Washington, D.C. 20005

The Investment Company Institute* appreciates this opportunity to submit testimony to the Subcommittee in support of the FY 1999 Appropriations request for the Securities and Exchange Commission (SEC). The Institute would like to commend the Subcommittee for its prior efforts to assure adequate resources for the SEC.

Mutual funds are very important to middle class Americans seeking to save and invest. Today, more than 65 million investors, at least one in every three households, own mutual fund shares. Mutual fund shareholders have a median household income of $50,000. These millions of average Americans receive and deserve vigilant regulatory oversight over mutual funds.

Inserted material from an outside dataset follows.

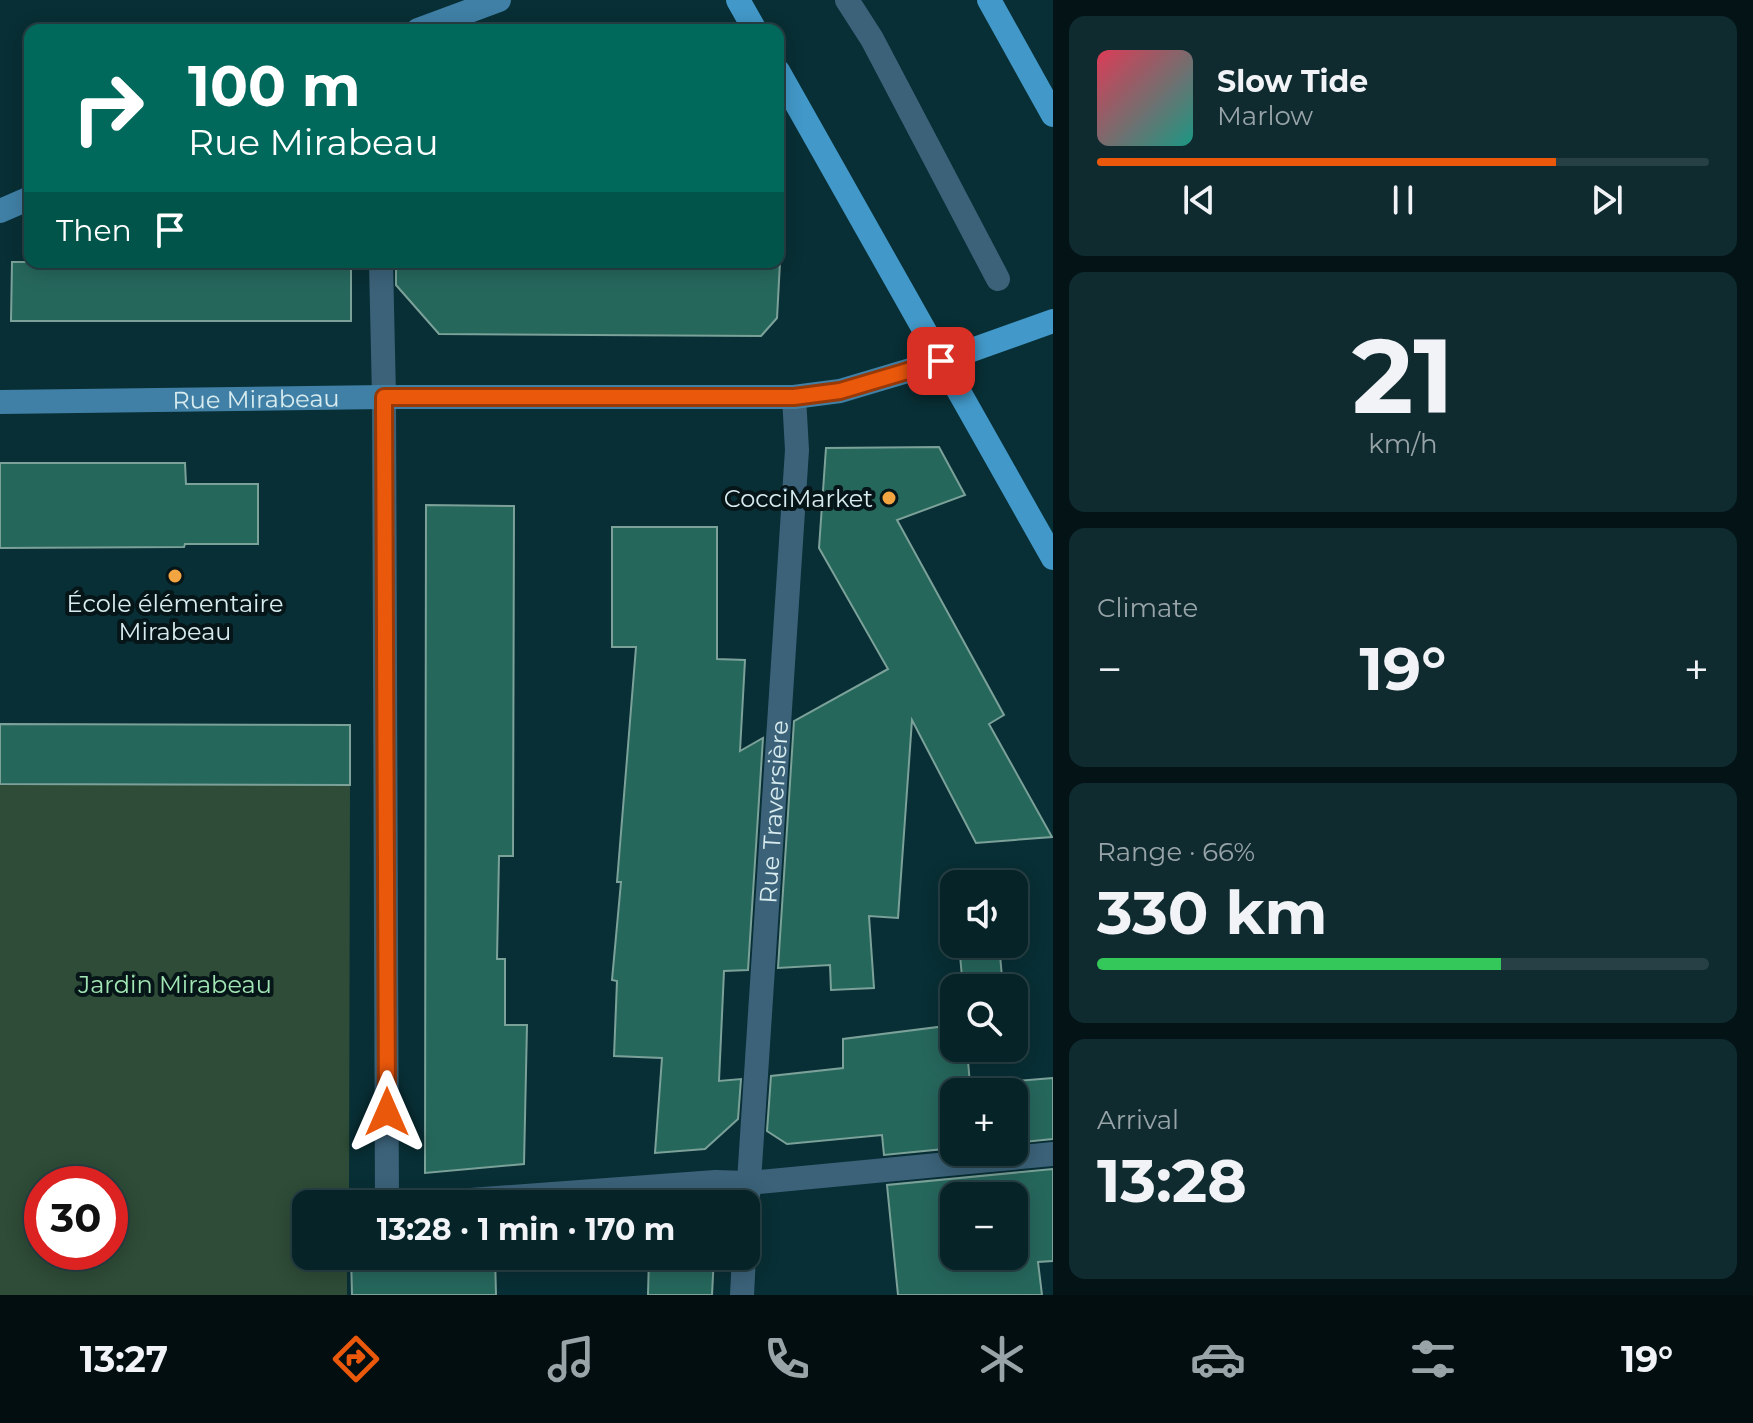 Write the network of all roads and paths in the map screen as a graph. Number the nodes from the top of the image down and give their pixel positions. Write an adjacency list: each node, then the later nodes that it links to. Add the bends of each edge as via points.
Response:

Given the increasing importance of mutual funds to millions of investors, sufficient funding of the SEC should be a priority. The Institute urges Congress to provide appropriations at a level sufficient to ensure that the SEC may fulfill its regulatory mandate.

The Administration's FY 1999 Budget proposes SEC funding at a level of $341.1 million. The Institute supports this level of funding to support the SEC's operations, especially those of the Division of Investment Management, which regulates the mutual fund industry.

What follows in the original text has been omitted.